::: DATA IN THIS EXERCISE :::

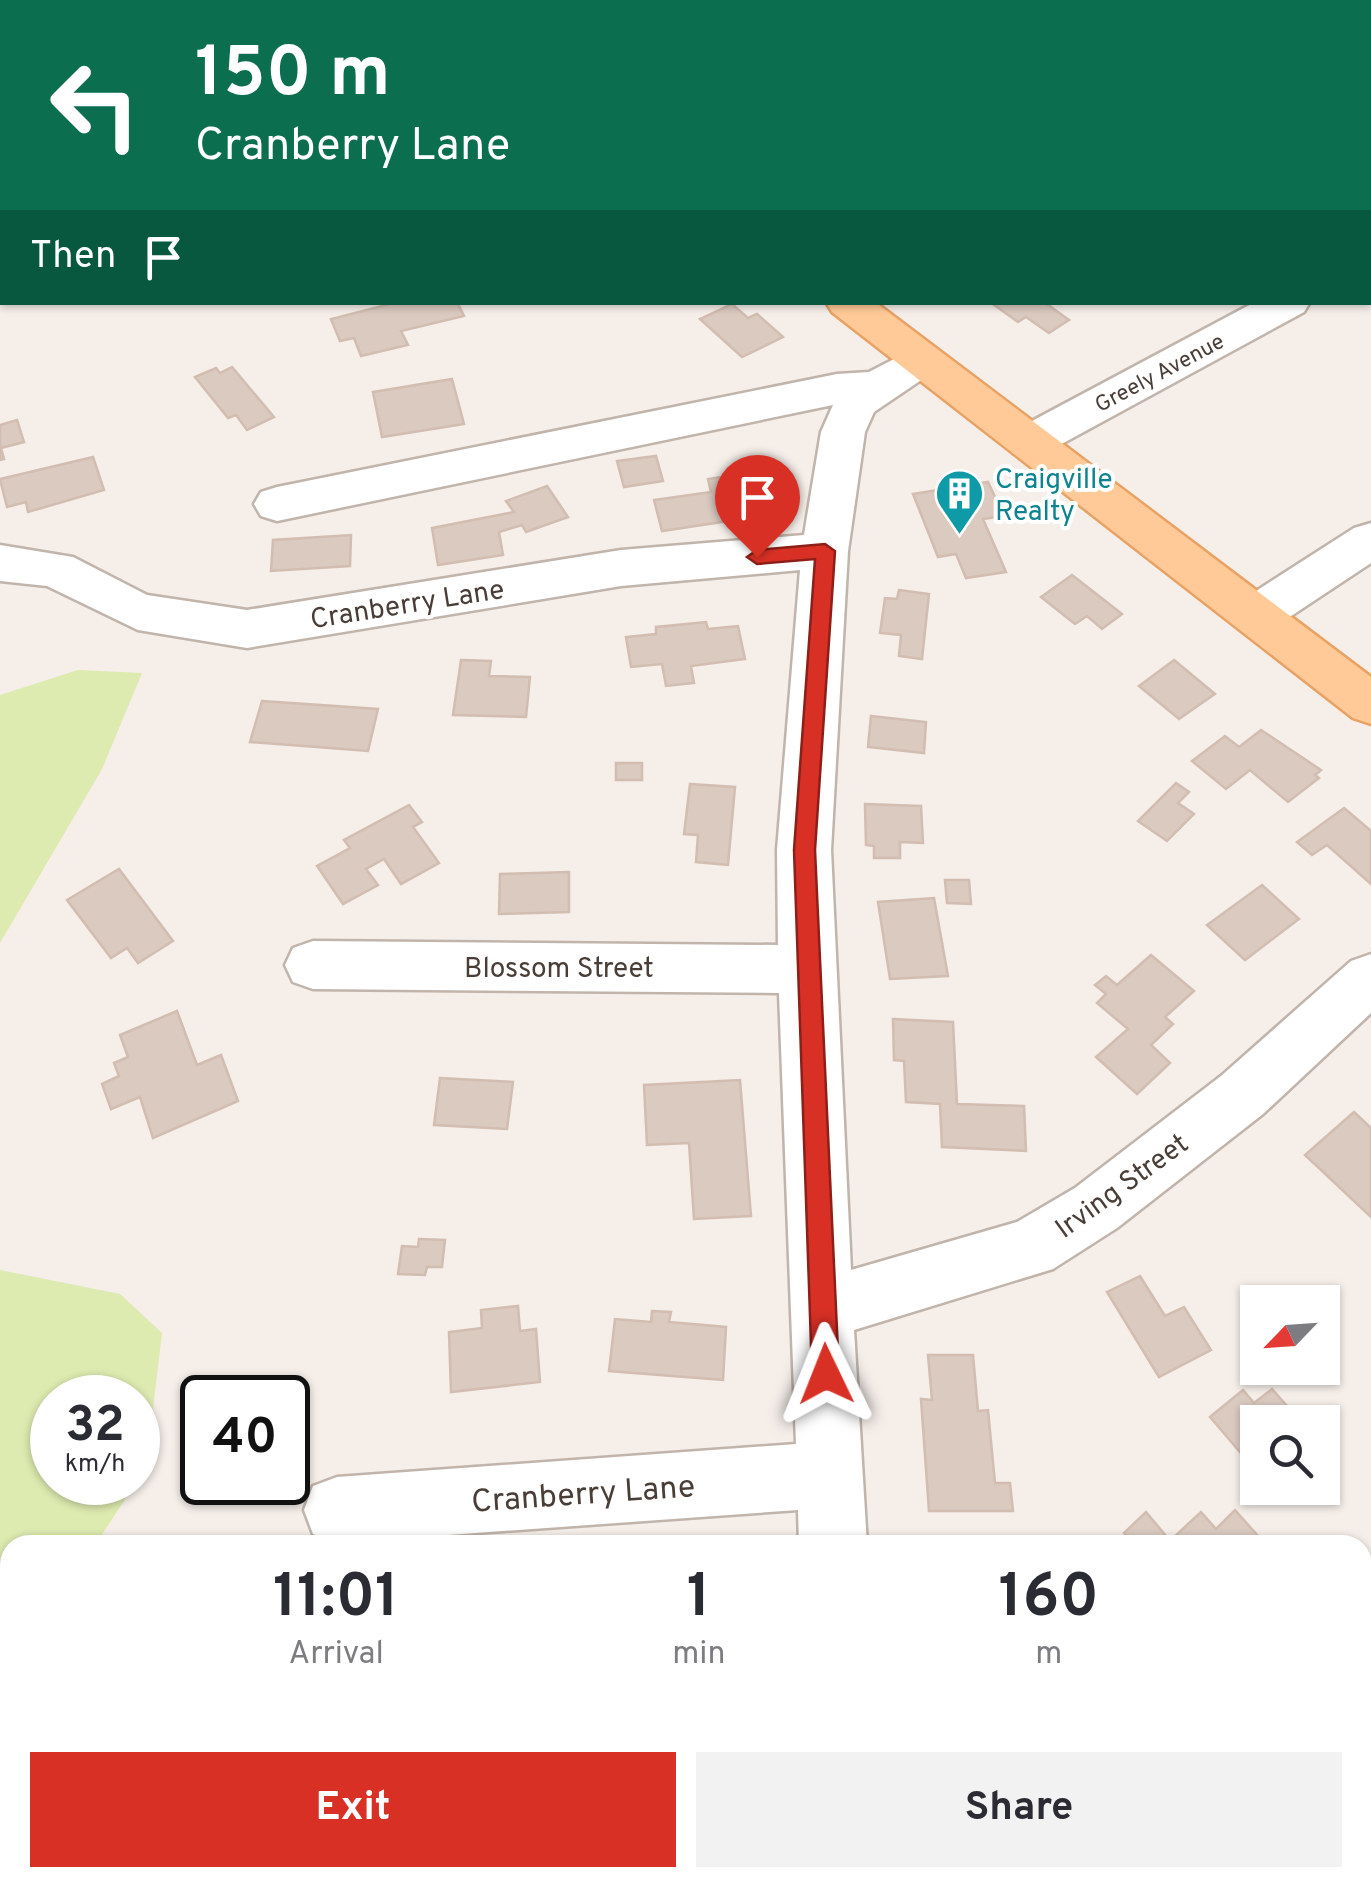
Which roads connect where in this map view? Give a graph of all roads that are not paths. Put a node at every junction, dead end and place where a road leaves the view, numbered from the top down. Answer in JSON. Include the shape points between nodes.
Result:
{"nodes":[{"id":1,"x":852,"y":305,"type":"edge"},
{"id":2,"x":1282,"y":305,"type":"edge"},
{"id":3,"x":921,"y":360,"type":"junction"},
{"id":4,"x":875,"y":387,"type":"junction"},
{"id":5,"x":1029,"y":442,"type":"junction"},
{"id":6,"x":277,"y":504,"type":"dead end"},
{"id":7,"x":1371,"y":540,"type":"edge"},
{"id":8,"x":825,"y":551,"type":"junction"},
{"id":9,"x":0,"y":563,"type":"edge"},
{"id":10,"x":1256,"y":615,"type":"junction"},
{"id":11,"x":1371,"y":704,"type":"edge"},
{"id":12,"x":312,"y":966,"type":"dead end"},
{"id":13,"x":806,"y":969,"type":"junction"},
{"id":14,"x":1371,"y":978,"type":"edge"},
{"id":15,"x":824,"y":1308,"type":"junction"},
{"id":16,"x":829,"y":1475,"type":"junction"},
{"id":17,"x":337,"y":1510,"type":"dead end"},
{"id":18,"x":832,"y":1535,"type":"edge"}],
"edges":[{"from":1,"to":3,"type":"main road"},
{"from":2,"to":5,"type":"street","name":"Greely Avenue"},
{"from":3,"to":4,"type":"street"},
{"from":3,"to":5,"type":"main road"},
{"from":4,"to":6,"type":"street","via":[[837,389]]},
{"from":4,"to":8,"type":"street","via":[[855,404],[843,432]]},
{"from":5,"to":10,"type":"main road"},
{"from":7,"to":10,"type":"street"},
{"from":8,"to":9,"type":"street","name":"Cranberry Lane","via":[[621,568],[247,629],[138,612],[56,569]]},
{"from":8,"to":13,"type":"street","via":[[804,850]]},
{"from":10,"to":11,"type":"main road"},
{"from":12,"to":13,"type":"street","name":"Blossom Street"},
{"from":13,"to":15,"type":"street"},
{"from":14,"to":15,"type":"street","name":"Irving Street","via":[[1242,1095],[1096,1208],[1031,1248]]},
{"from":15,"to":16,"type":"street"},
{"from":16,"to":17,"type":"street","name":"Cranberry Lane"},
{"from":16,"to":18,"type":"street"}]}
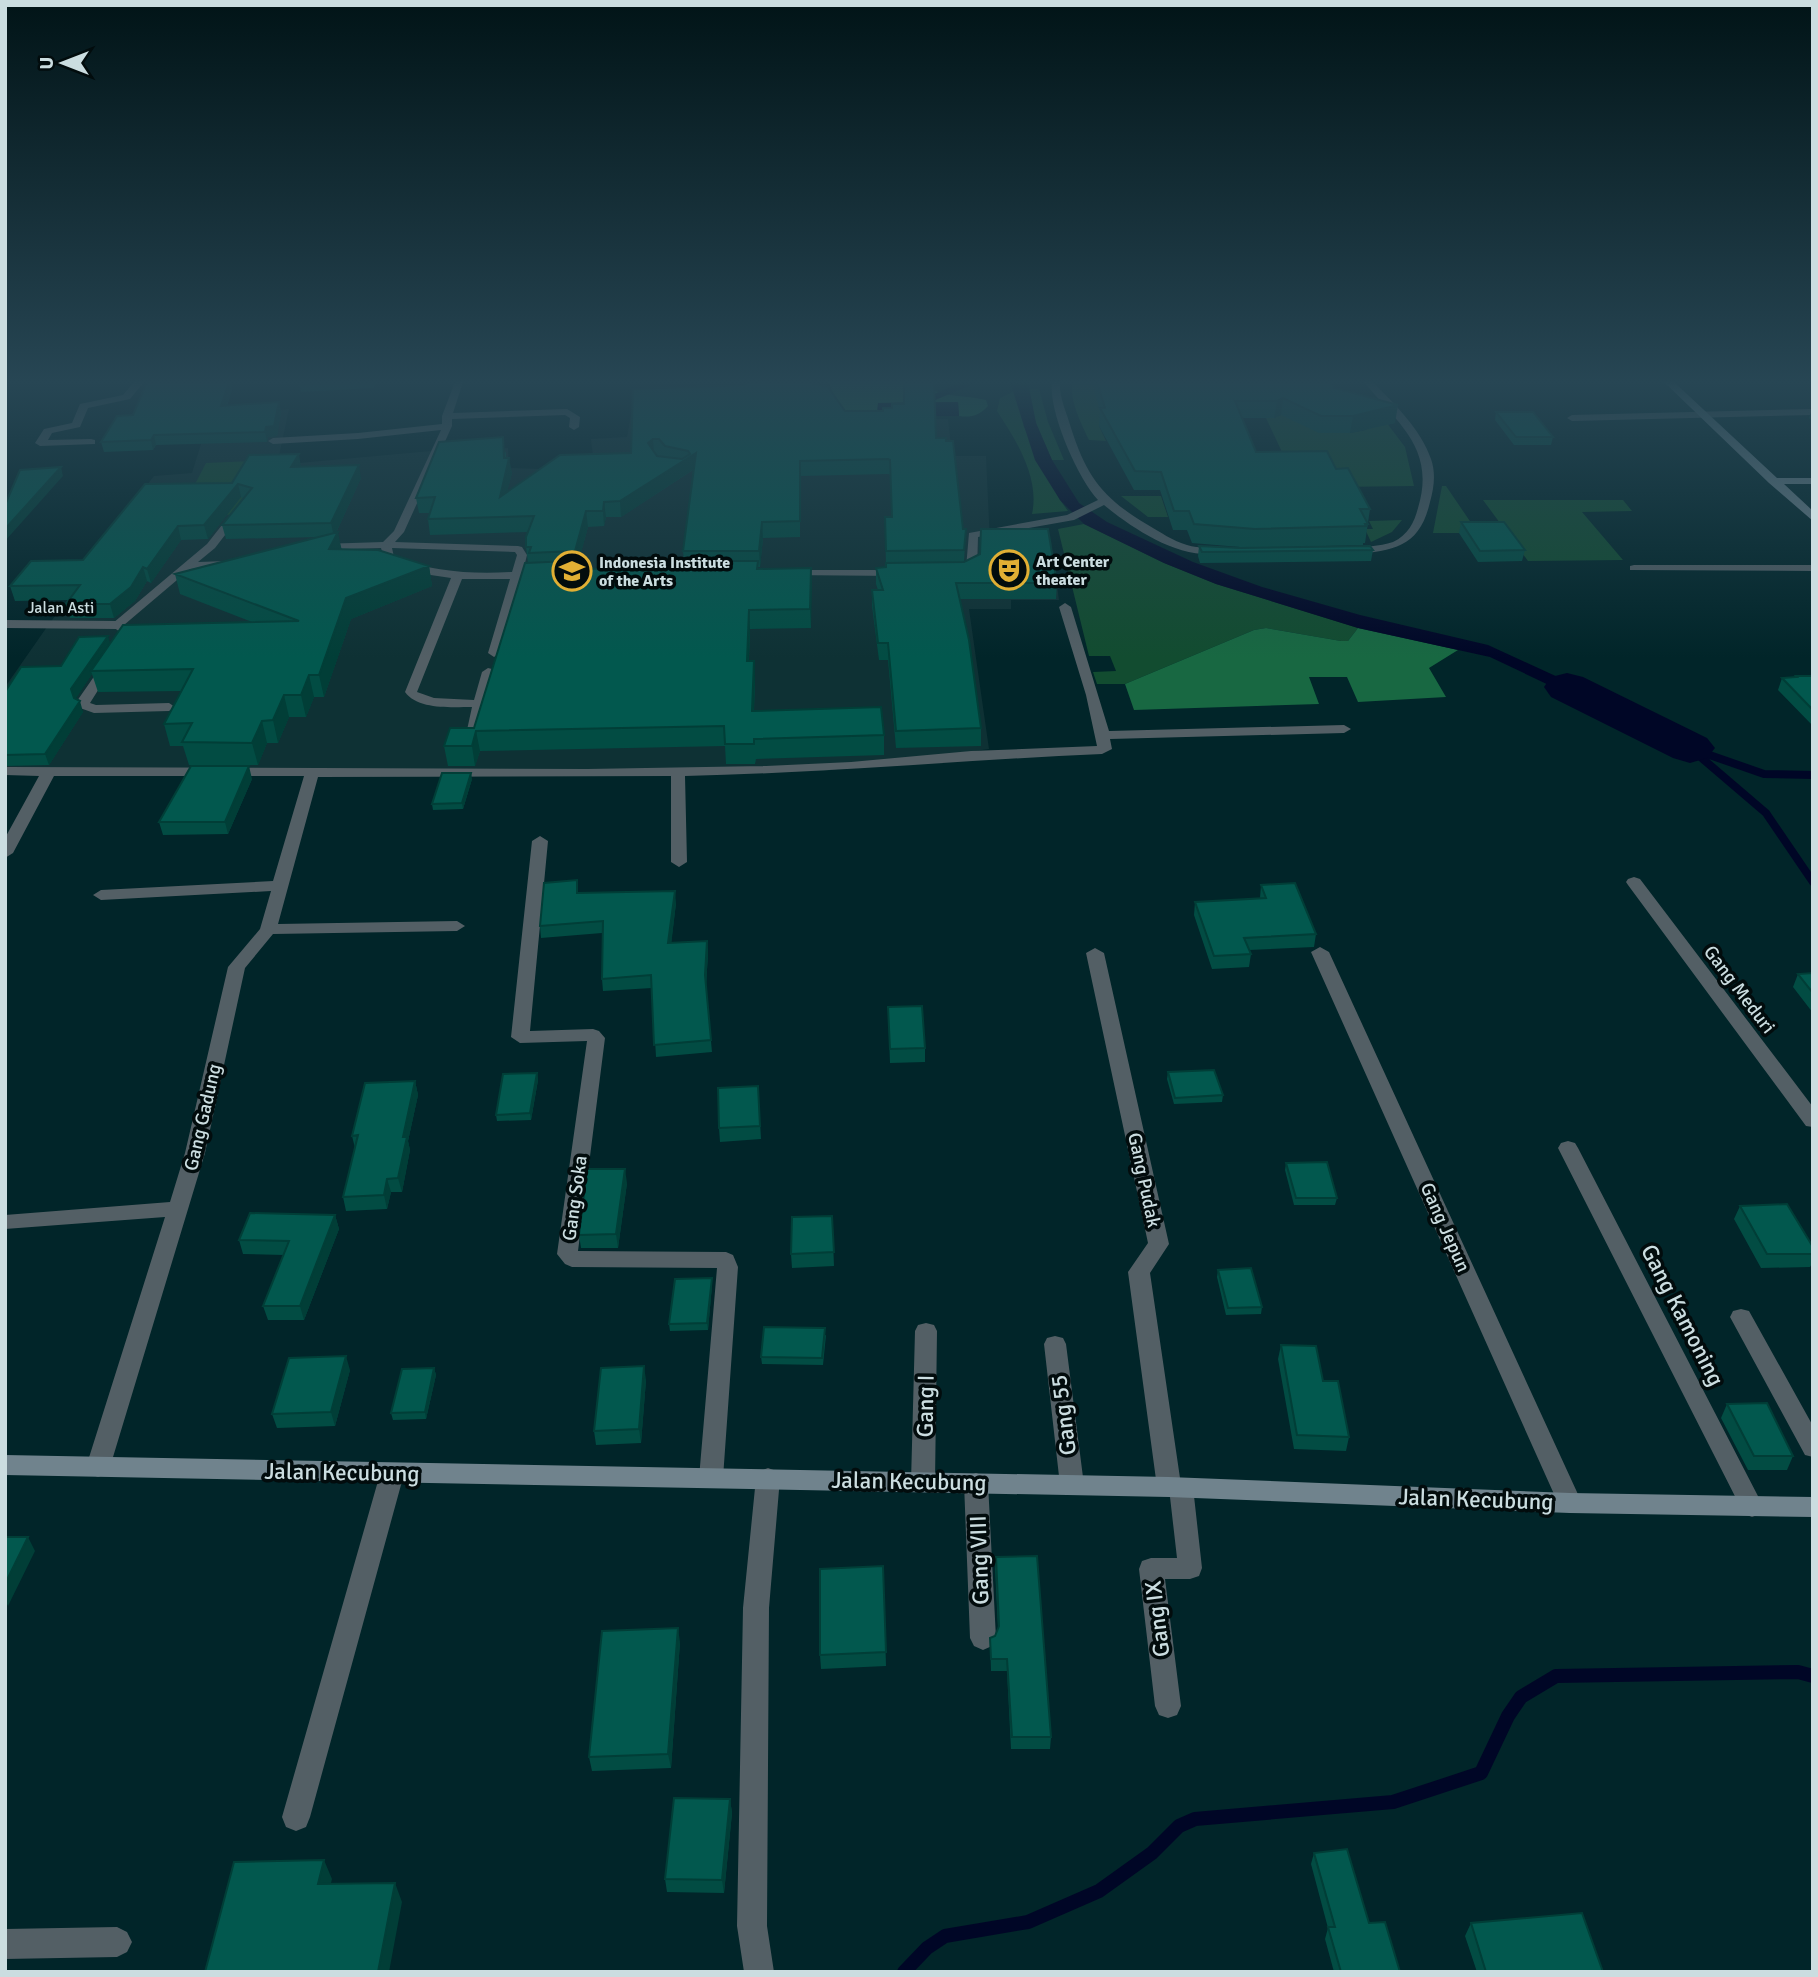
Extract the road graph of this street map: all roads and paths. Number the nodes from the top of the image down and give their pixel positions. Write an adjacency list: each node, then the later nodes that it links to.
1 (424, 474): 10 (lane)
2 (1084, 474): 8 (lane)
3 (1429, 474): 14 (lane)
4 (1766, 474): 5 (street)
5 (1773, 481): 6 (street); 9 (street)
6 (1813, 481)
7 (247, 501): 16 (lane)
8 (1104, 501): 13 (lane); 22 (lane)
9 (1813, 518)
10 (386, 545): 11 (lane); 12 (lane); 19 (lane)
11 (419, 545): 19 (lane); 24 (lane)
12 (303, 548)
13 (1233, 551)
14 (1346, 551)
15 (237, 563): 16 (lane)
16 (187, 566): 28 (lane)
17 (1634, 568): 18 (lane)
18 (1813, 568)
19 (418, 572): 25 (lane)
20 (783, 573): 21 (lane)
21 (911, 573)
22 (950, 573)
23 (554, 574): 24 (lane)
24 (514, 575): 25 (lane); 29 (lane)
25 (457, 578): 31 (lane)
26 (1065, 607): 35 (street)
27 (5, 624): 28 (street, Jalan Asti)
28 (117, 625): 32 (lane)
29 (494, 653)
30 (488, 672): 31 (lane)
31 (479, 704): 34 (lane)
32 (169, 707)
33 (1344, 729): 35 (street)
34 (473, 730)
35 (1103, 735): 38 (street)
36 (5, 771): 37 (street)
37 (50, 771): 39 (street); 41 (street)
38 (678, 771): 39 (street); 42 (street)
39 (312, 773): 44 (street, Gang Gadung)
40 (540, 841): 61 (street, Gang Soka)
41 (5, 853)
42 (679, 862)
43 (1634, 882): 50 (street, Gang Meduri)
44 (278, 886): 45 (street); 47 (street, Gang Gadung)
45 (101, 895)
46 (457, 926): 47 (street)
47 (268, 929): 52 (street, Gang Gadung)
48 (1320, 952): 67 (street, Gang Jepun)
49 (1096, 953): 66 (street, Gang Pudak)
50 (1813, 1121)
51 (1568, 1148): 68 (street, Gang Kamoning)
52 (178, 1209): 53 (street); 59 (street, Gang Gadung)
53 (5, 1223)
54 (1741, 1317): 57 (street)
55 (926, 1331): 63 (street, Gang I)
56 (1055, 1344): 65 (street, Gang 55)
57 (1813, 1448)
58 (5, 1465): 59 (street, Jalan Kecubung)
59 (98, 1467): 60 (street, Jalan Kecubung)
60 (392, 1474): 61 (street, Jalan Kecubung); 72 (street)
61 (710, 1478): 62 (street, Jalan Kecubung)
62 (768, 1479): 63 (street, Jalan Kecubung); 75 (street)
63 (923, 1482): 64 (street, Jalan Kecubung)
64 (976, 1483): 65 (street, Jalan Kecubung); 70 (street, Gang VIII)
65 (1072, 1485): 66 (street, Jalan Kecubung)
66 (1175, 1487): 67 (street, Jalan Kecubung); 71 (street, Gang IX)
67 (1570, 1503): 68 (street, Jalan Kecubung)
68 (1752, 1507): 69 (street, Jalan Kecubung)
69 (1813, 1507)
70 (983, 1638)
71 (1168, 1706)
72 (296, 1817)
73 (117, 1942): 74 (street)
74 (5, 1944)
75 (759, 1972)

:::

YOUR OBJECTIVE: Although the records contain pictures, print only the rest, exactly as written.

EXPECTED ANSWER:
Which roads connect where in this map view? Give a graph of all roads that are not paths. Put a node at every junction, dead end and place where a road leaves the view, numbered from the top down. Answer in JSON. Include the shape points between nodes.
Result:
{"nodes":[{"id":1,"x":852,"y":305,"type":"edge"},
{"id":2,"x":1282,"y":305,"type":"edge"},
{"id":3,"x":921,"y":360,"type":"junction"},
{"id":4,"x":875,"y":387,"type":"junction"},
{"id":5,"x":1029,"y":442,"type":"junction"},
{"id":6,"x":277,"y":504,"type":"dead end"},
{"id":7,"x":1371,"y":540,"type":"edge"},
{"id":8,"x":825,"y":551,"type":"junction"},
{"id":9,"x":0,"y":563,"type":"edge"},
{"id":10,"x":1256,"y":615,"type":"junction"},
{"id":11,"x":1371,"y":704,"type":"edge"},
{"id":12,"x":312,"y":966,"type":"dead end"},
{"id":13,"x":806,"y":969,"type":"junction"},
{"id":14,"x":1371,"y":978,"type":"edge"},
{"id":15,"x":824,"y":1308,"type":"junction"},
{"id":16,"x":829,"y":1475,"type":"junction"},
{"id":17,"x":337,"y":1510,"type":"dead end"},
{"id":18,"x":832,"y":1535,"type":"edge"}],
"edges":[{"from":1,"to":3,"type":"main road"},
{"from":2,"to":5,"type":"street","name":"Greely Avenue"},
{"from":3,"to":4,"type":"street"},
{"from":3,"to":5,"type":"main road"},
{"from":4,"to":6,"type":"street","via":[[837,389]]},
{"from":4,"to":8,"type":"street","via":[[855,404],[843,432]]},
{"from":5,"to":10,"type":"main road"},
{"from":7,"to":10,"type":"street"},
{"from":8,"to":9,"type":"street","name":"Cranberry Lane","via":[[621,568],[247,629],[138,612],[56,569]]},
{"from":8,"to":13,"type":"street","via":[[804,850]]},
{"from":10,"to":11,"type":"main road"},
{"from":12,"to":13,"type":"street","name":"Blossom Street"},
{"from":13,"to":15,"type":"street"},
{"from":14,"to":15,"type":"street","name":"Irving Street","via":[[1242,1095],[1096,1208],[1031,1248]]},
{"from":15,"to":16,"type":"street"},
{"from":16,"to":17,"type":"street","name":"Cranberry Lane"},
{"from":16,"to":18,"type":"street"}]}
Extract the road graph of this street map: all roads and paths. Number the nodes from the top of the image down and give their pixel positions. Write an adjacency list: each node, then the later nodes that it links to.
1 (424, 474): 10 (lane)
2 (1084, 474): 8 (lane)
3 (1429, 474): 14 (lane)
4 (1766, 474): 5 (street)
5 (1773, 481): 6 (street); 9 (street)
6 (1813, 481)
7 (247, 501): 16 (lane)
8 (1104, 501): 13 (lane); 22 (lane)
9 (1813, 518)
10 (386, 545): 11 (lane); 12 (lane); 19 (lane)
11 (419, 545): 19 (lane); 24 (lane)
12 (303, 548)
13 (1233, 551)
14 (1346, 551)
15 (237, 563): 16 (lane)
16 (187, 566): 28 (lane)
17 (1634, 568): 18 (lane)
18 (1813, 568)
19 (418, 572): 25 (lane)
20 (783, 573): 21 (lane)
21 (911, 573)
22 (950, 573)
23 (554, 574): 24 (lane)
24 (514, 575): 25 (lane); 29 (lane)
25 (457, 578): 31 (lane)
26 (1065, 607): 35 (street)
27 (5, 624): 28 (street, Jalan Asti)
28 (117, 625): 32 (lane)
29 (494, 653)
30 (488, 672): 31 (lane)
31 (479, 704): 34 (lane)
32 (169, 707)
33 (1344, 729): 35 (street)
34 (473, 730)
35 (1103, 735): 38 (street)
36 (5, 771): 37 (street)
37 (50, 771): 39 (street); 41 (street)
38 (678, 771): 39 (street); 42 (street)
39 (312, 773): 44 (street, Gang Gadung)
40 (540, 841): 61 (street, Gang Soka)
41 (5, 853)
42 (679, 862)
43 (1634, 882): 50 (street, Gang Meduri)
44 (278, 886): 45 (street); 47 (street, Gang Gadung)
45 (101, 895)
46 (457, 926): 47 (street)
47 (268, 929): 52 (street, Gang Gadung)
48 (1320, 952): 67 (street, Gang Jepun)
49 (1096, 953): 66 (street, Gang Pudak)
50 (1813, 1121)
51 (1568, 1148): 68 (street, Gang Kamoning)
52 (178, 1209): 53 (street); 59 (street, Gang Gadung)
53 (5, 1223)
54 (1741, 1317): 57 (street)
55 (926, 1331): 63 (street, Gang I)
56 (1055, 1344): 65 (street, Gang 55)
57 (1813, 1448)
58 (5, 1465): 59 (street, Jalan Kecubung)
59 (98, 1467): 60 (street, Jalan Kecubung)
60 (392, 1474): 61 (street, Jalan Kecubung); 72 (street)
61 (710, 1478): 62 (street, Jalan Kecubung)
62 (768, 1479): 63 (street, Jalan Kecubung); 75 (street)
63 (923, 1482): 64 (street, Jalan Kecubung)
64 (976, 1483): 65 (street, Jalan Kecubung); 70 (street, Gang VIII)
65 (1072, 1485): 66 (street, Jalan Kecubung)
66 (1175, 1487): 67 (street, Jalan Kecubung); 71 (street, Gang IX)
67 (1570, 1503): 68 (street, Jalan Kecubung)
68 (1752, 1507): 69 (street, Jalan Kecubung)
69 (1813, 1507)
70 (983, 1638)
71 (1168, 1706)
72 (296, 1817)
73 (117, 1942): 74 (street)
74 (5, 1944)
75 (759, 1972)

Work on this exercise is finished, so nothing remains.